Speaking of ‘baked into’ the constitution, it says nothing on abortion. And loads on individual liberty. Except there are loads of things you’re not free to do
Funnily enough I was reading some FB shite today about Americans who have moved to Europe, and so many of them are shocked how much more freedom they have having left the land of the free....
They just keep coming- Moore v Harper is, in a nutshell, whether or not state legislators are bound by their own state courts and constitutions or not when it comes to making federal election rules. If it comes down no- and there's 4 judges on record as believing that's how it should be- then it means the currently elected legislators become the only people with any say over how the next election is run.
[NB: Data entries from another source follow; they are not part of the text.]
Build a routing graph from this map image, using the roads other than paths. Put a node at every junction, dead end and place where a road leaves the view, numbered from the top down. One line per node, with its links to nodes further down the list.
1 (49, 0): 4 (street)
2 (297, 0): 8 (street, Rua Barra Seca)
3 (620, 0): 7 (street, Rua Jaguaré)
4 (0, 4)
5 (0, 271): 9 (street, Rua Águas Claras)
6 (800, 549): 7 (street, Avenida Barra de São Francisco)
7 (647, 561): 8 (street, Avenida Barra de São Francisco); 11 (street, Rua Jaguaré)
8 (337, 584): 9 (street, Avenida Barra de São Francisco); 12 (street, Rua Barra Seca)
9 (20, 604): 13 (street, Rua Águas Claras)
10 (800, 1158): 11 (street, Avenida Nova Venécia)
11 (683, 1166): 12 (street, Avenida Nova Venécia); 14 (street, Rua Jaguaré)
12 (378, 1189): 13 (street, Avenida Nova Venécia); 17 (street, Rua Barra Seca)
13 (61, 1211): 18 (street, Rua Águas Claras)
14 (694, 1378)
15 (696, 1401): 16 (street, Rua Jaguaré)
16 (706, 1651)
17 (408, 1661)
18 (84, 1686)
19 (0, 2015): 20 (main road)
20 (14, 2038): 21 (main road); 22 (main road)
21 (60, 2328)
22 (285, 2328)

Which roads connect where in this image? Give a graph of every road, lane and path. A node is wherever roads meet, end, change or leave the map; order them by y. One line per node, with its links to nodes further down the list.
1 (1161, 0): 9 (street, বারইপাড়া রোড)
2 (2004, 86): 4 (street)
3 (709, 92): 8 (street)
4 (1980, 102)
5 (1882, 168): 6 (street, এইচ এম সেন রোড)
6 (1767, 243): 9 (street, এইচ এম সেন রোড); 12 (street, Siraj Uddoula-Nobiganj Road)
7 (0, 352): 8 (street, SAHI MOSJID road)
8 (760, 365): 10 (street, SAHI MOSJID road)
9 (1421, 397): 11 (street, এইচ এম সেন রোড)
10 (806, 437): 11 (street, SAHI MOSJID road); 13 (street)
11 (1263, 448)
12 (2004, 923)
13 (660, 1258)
The trigger case Moore v Harper is entirely about extreme gerrymandering and Rucho already states that the federal system also has no jurisdiction over such matters. It also hits mail-in voting, deadlines, voting station availability, ID requirements, fraud oversight, the mechanisms for striking down votes cast
So hands up everyone that thinks the currently elected state legislatures are the best people to be making all of the decisions on how future elections are to be run?
Well, this is encouraging:
https://twitter.com/kylegriffin1/status/1554658316105797639
Looks like the Republicans may have significantly overestimated the support for anti-choice even in solid red states. And if this is an indicator, it's not exactly going to help them in the midterms.
'The dog who caught the car'.
It's a great result (still only projected of course) but shows how out of touch the Supreme Court was with public opinion.
The Democrats need to be banging this drum in the midterms
Kansas was +15 points for trump in election; 62% in favour of retaining right to abortion.
Yes, to repeat what many people have said about the Republican Party, they are the dog that caught the car. Their base voters are rabid nutters and their politicians are too scared of losing a primary to tell them that their policies are just plain idiotic.
https://twitter.com/joshtpm/status/1554793321922527232
From that Twitter thread:
The way to do that is to make a firm pledge that if Democrats hold the House and add two Senate seats they will make Roe into federal law in January 2023.
It's the obvious thing for Democrats to do as soon as the primaries are over, which means they'll probably bollox it up.